One thing is for certain; in many respects, autism is a lifelong disorder. Yet there’s significant hope for those who get early and intensive intervention. As a neurodevelopmental disorder, the course of autism can likely be altered in a significant and positive direction. A comprehensive interventions approach that broadly addresses a child’s neurodevelopment and development have been developed, researched, and show encouraging results. These approaches use a “teaching” approach of sorts to facilitate the normal development of children and address developmental delays. Here are four of the most well-researched and exciting intervention approaches for autism:
Applied behavior analysis — Discrete trial teaching (DTT): DTT is a specific teaching technique in which the principles of operant and classical conditioning are used to present children with massed learning trials that are very intensive (find details on ABA in Chapter 16 and information on operant and classical conditioning in Chapter 8). DTT is most associated with the work of Dr. Ivar Lovaas (1927—2010)).

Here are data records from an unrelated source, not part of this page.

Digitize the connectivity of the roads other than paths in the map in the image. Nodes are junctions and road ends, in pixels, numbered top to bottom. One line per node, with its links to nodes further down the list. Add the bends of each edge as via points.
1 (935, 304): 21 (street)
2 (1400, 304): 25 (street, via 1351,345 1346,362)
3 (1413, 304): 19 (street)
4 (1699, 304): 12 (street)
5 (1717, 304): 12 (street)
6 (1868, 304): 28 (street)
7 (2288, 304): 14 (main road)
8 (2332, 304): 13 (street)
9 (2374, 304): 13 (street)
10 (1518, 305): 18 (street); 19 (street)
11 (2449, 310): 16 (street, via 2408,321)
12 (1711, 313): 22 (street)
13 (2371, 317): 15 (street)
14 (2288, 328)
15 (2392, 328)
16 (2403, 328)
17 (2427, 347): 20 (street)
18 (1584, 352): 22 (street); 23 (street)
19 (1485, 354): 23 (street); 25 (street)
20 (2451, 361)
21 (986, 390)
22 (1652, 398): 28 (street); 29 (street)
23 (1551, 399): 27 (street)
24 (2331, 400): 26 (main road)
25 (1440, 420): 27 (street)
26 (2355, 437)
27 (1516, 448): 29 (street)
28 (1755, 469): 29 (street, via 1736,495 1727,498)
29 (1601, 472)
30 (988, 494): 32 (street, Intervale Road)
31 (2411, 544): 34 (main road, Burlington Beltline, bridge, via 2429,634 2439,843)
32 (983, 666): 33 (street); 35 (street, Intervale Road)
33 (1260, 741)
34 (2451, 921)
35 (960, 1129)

Pivotal response treatments (PRT): PRT is considered an ABA intervention, but it differs from DTT in that it tends to be more play-based, uses naturalistic reinforcement within the operant conditioning paradigm, and focuses on increasing the motivation of the participant to optimal levels. PRT is associated with the work of husband-and-wife psychologist team, Drs. Robert and Lynn Koegel of University of California, Santa Barbara, who first developed their work in the 1970s.
Early start Denver model: Developed by psychologists Sally Rogers and Geraldine Dawson in the early 2000s, the early start Denver model combines the PRT approach and a “developmental model” in which experiences identified as critical in child development are used to guide the intervention and its curriculum.
Verbal behavior approach: Dr. Mark Sundberg developed the VB approach in the early 2000s to help children with autism learn how to communicate and speak. Although not considered a comprehensive intervention approach for all developmental areas, the verbal behavior approach is widely respected as a sophisticated and well-designed intervention for communication and language development.